어떤 배열에서 상한값, 하한값을 정하고 싶을 경우가 있다. 최대값, 최솟값을 제한하고 싶다면 clip()을 써주면 된다. clip()에서 지정한 최소값보다 작은 값은 지정한 값으로 바뀌며, clip()에서 지정한 최대값보다 큰 값도 지정한 값으로 바뀐다. clip은 원본 배열의 값을 바꾸지 않는다.

arr = np.array([1,2,3,4,5,6,7,8,9,10])

print(
    arr.clip(3,7),
    arr.clip(3),
    arr.clip([5,5,5,7,7,7,8,8,8,0],8),
    arr,
    sep = '\n'
)
[3 3 3 4 5 6 7 7 7 7]
[ 3  3  3  4  5  6  7  8  9 10]
[5 5 5 7 7 7 8 8 8 8]
[ 1  2  3  4  5  6  7  8  9 10]

minimum(), maximum()을 사용할 수도 있다. minmum()은 둘중 작은값, maximum()은 둘중 큰값을 반환한다.

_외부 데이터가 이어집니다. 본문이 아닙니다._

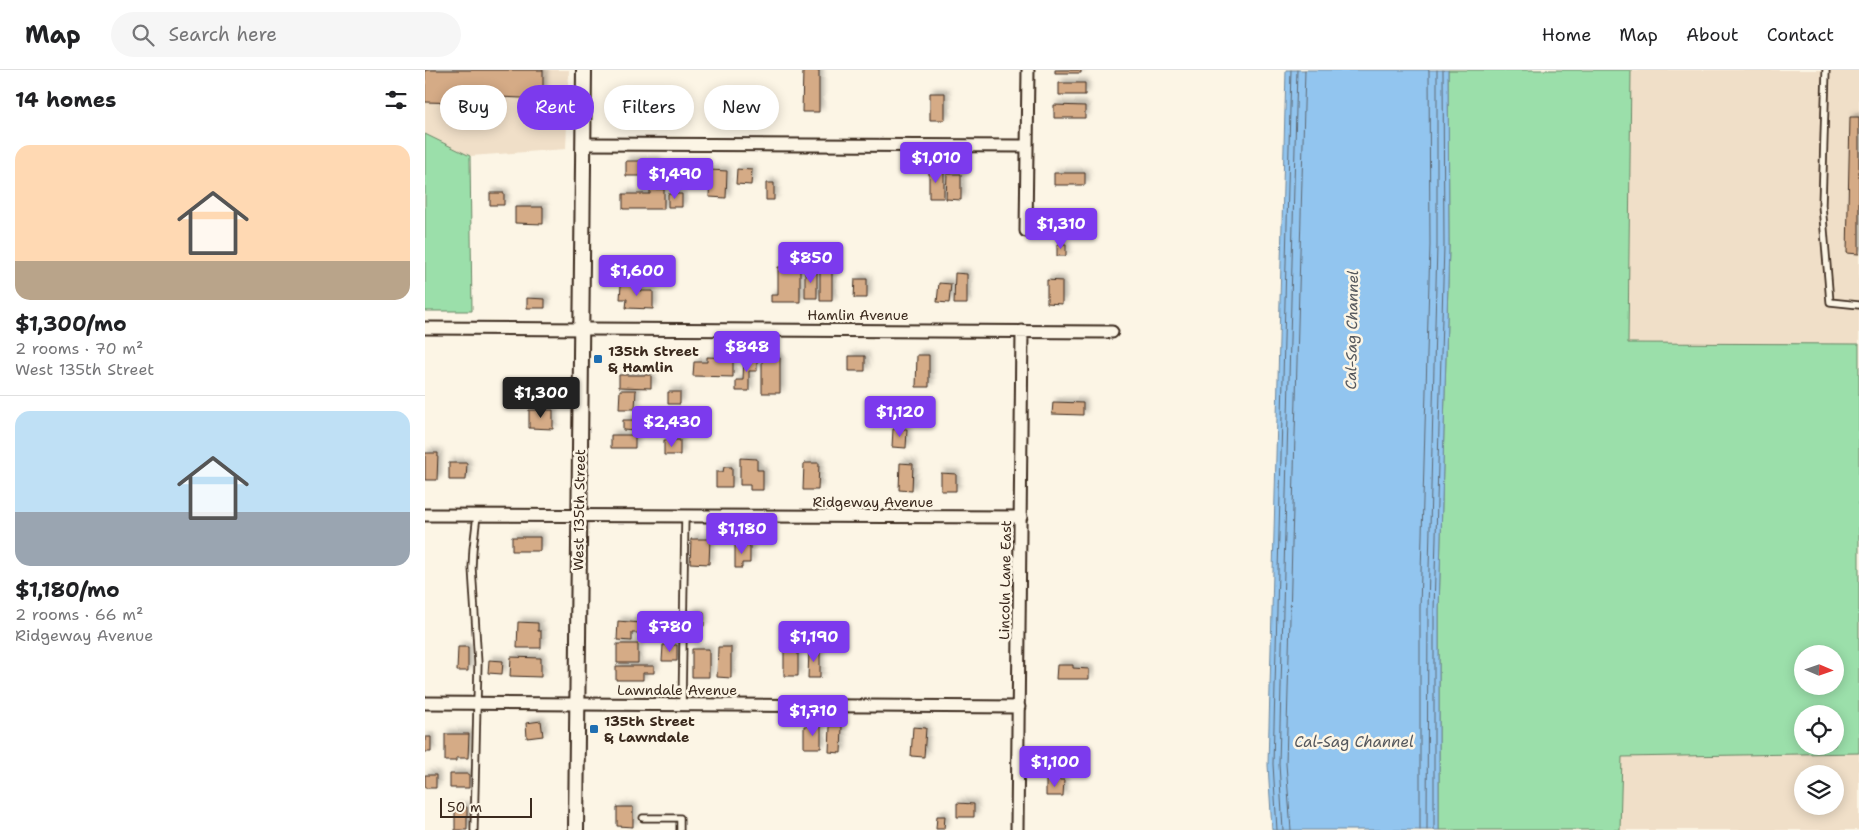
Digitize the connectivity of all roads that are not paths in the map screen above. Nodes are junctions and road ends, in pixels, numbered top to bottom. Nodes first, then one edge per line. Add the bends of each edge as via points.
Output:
1 (584, 70) edge
2 (1029, 70) edge
3 (1826, 70) edge
4 (583, 144) junction
5 (1027, 146) junction
6 (1026, 230) dead end
7 (1859, 305) edge
8 (425, 328) edge
9 (581, 329) junction
10 (1023, 331) junction
11 (1112, 332) dead end
12 (425, 515) edge
13 (477, 515) junction
14 (579, 516) junction
15 (685, 516) junction
16 (1021, 517) junction
17 (425, 703) edge
18 (475, 704) junction
19 (577, 704) junction
20 (682, 705) junction
21 (1019, 707) junction
22 (643, 818) dead end
23 (474, 830) edge
24 (576, 830) edge
25 (680, 830) edge
26 (1017, 830) edge

1 - 4 street, West 135th Street
2 - 5 street
3 - 7 lane via 1822,205 1830,302
4 - 5 street
4 - 9 street, West 135th Street
5 - 6 street
8 - 9 street, Hamlin Avenue
9 - 10 street, Hamlin Avenue
9 - 14 street, West 135th Street
10 - 11 street, Hamlin Avenue
10 - 16 street, Lincoln Lane East
12 - 13 street, Ridgeway Avenue
13 - 14 street, Ridgeway Avenue
13 - 18 lane via 472,568 477,642
14 - 15 street, Ridgeway Avenue
14 - 19 street, West 135th Street
15 - 16 street, Ridgeway Avenue
15 - 20 lane
16 - 21 street, Lincoln Lane East
17 - 18 street, Lawndale Avenue
18 - 19 street, Lawndale Avenue
18 - 23 lane
19 - 20 street, Lawndale Avenue
19 - 24 street, West 135th Street
20 - 21 street, Lawndale Avenue
21 - 26 street, Lincoln Lane East
22 - 25 lane via 680,818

arr = np.array([1,2,3,4,5,6,7,8,9,10])
print(
    np.minimum(arr,3),
    np.maximum(arr,7),
    sep = '\n'
)
[1 2 3 3 3 3 3 3 3 3]
[ 7  7  7  7  7  7  7  8  9 10]

numpy배열에서 중복이 제거된 값 불러오기 unique()

배열내에 어떤 값들이 존재하지 알고싶은 경우가 있다. 이때, 중복되는 값들이 많다면 어떤 값들이 존재하는지 파악하기 힘들 것이다. unique()를 이용하면 배열에서 중복이 제거된 값들을 볼 수 있다.

arr = np.array([1,2,3,4,3,3,2])
print(np.unique(arr))
[1 2 3 4]

return_counts 옵션을 True로 주는 경우, 어떤 값이 몇개가 들어있어쓴지를 알 수 있게 된다.

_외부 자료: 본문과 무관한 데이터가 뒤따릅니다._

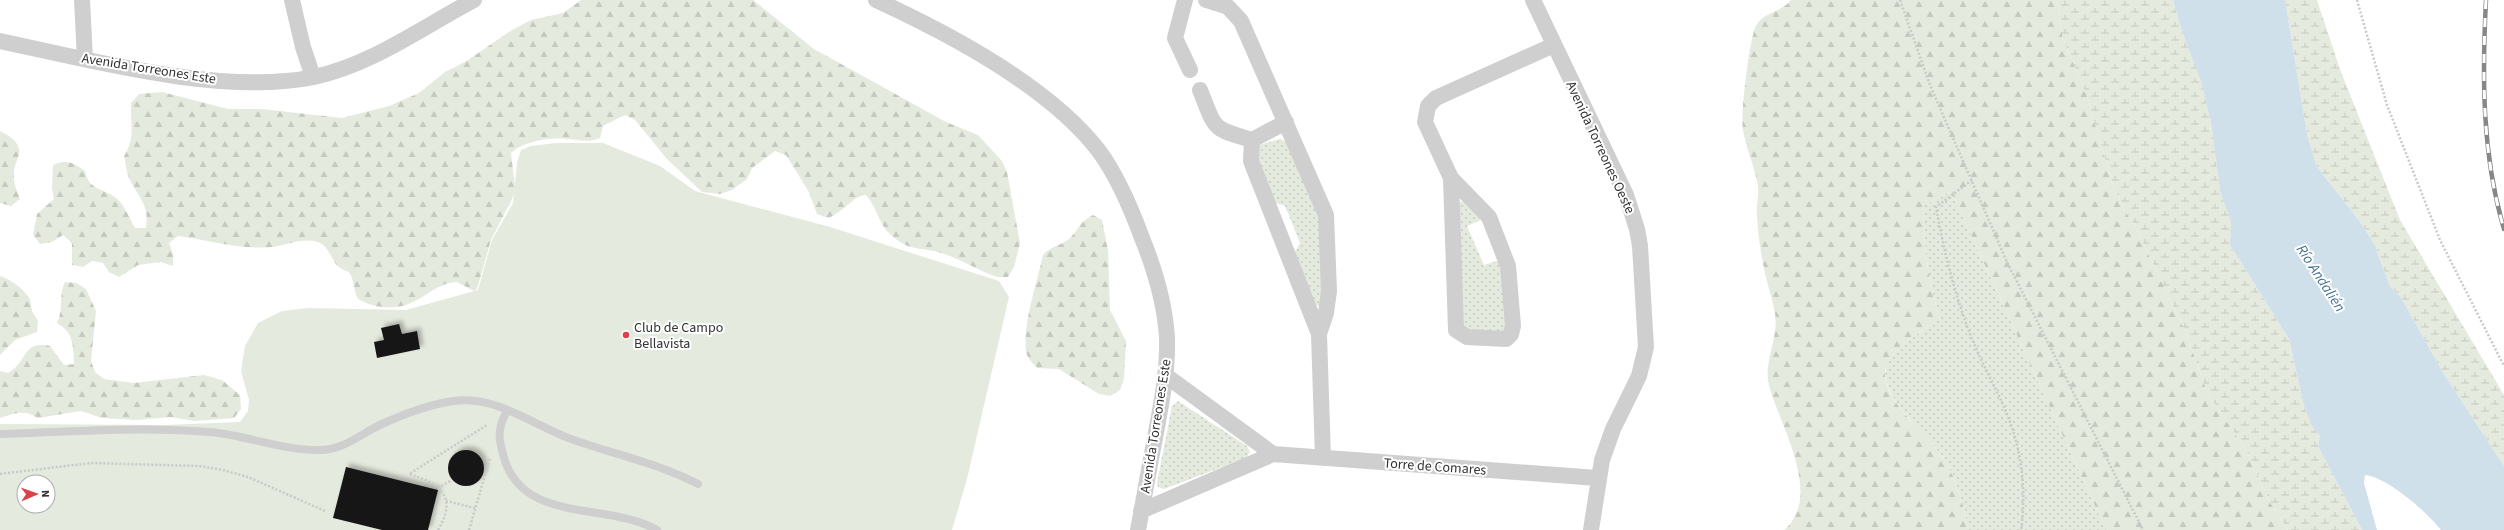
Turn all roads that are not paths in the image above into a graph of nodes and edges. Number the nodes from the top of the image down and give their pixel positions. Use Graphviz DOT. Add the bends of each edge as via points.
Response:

unique, counts = np.unique(arr,return_counts=True)
print(unique,counts)
[1 2 3 4] [1 2 3 1]

return_reverse를 True로 주는경우 원본 배열을 만들 수 있는 배열을 같이 반환한다. 기존에 반환하는 unique한 배열을 같이 반환된 배열로 접근을 하면 원본 배열을 다시 만들 수 있다.

unique, indices = np.unique(arr,return_inverse=True)
print(unique,indices)
print(unique[indices])
[1 2 3 4] [0 1 2 3 2 2 1]
[1 2 3 4 3 3 2]

연산이 진행될 축을 지정할 수 있다. 이 경우에 행이나 열 내부에서 연산이 이루어지는 것이 아니다. 연산이 이루어지는 방향으로 행이나 열 자체에 대해 연산이 이루어지게 된다. 즉, 행이나 열이 동일한지 아닌지를 판별하게 된다.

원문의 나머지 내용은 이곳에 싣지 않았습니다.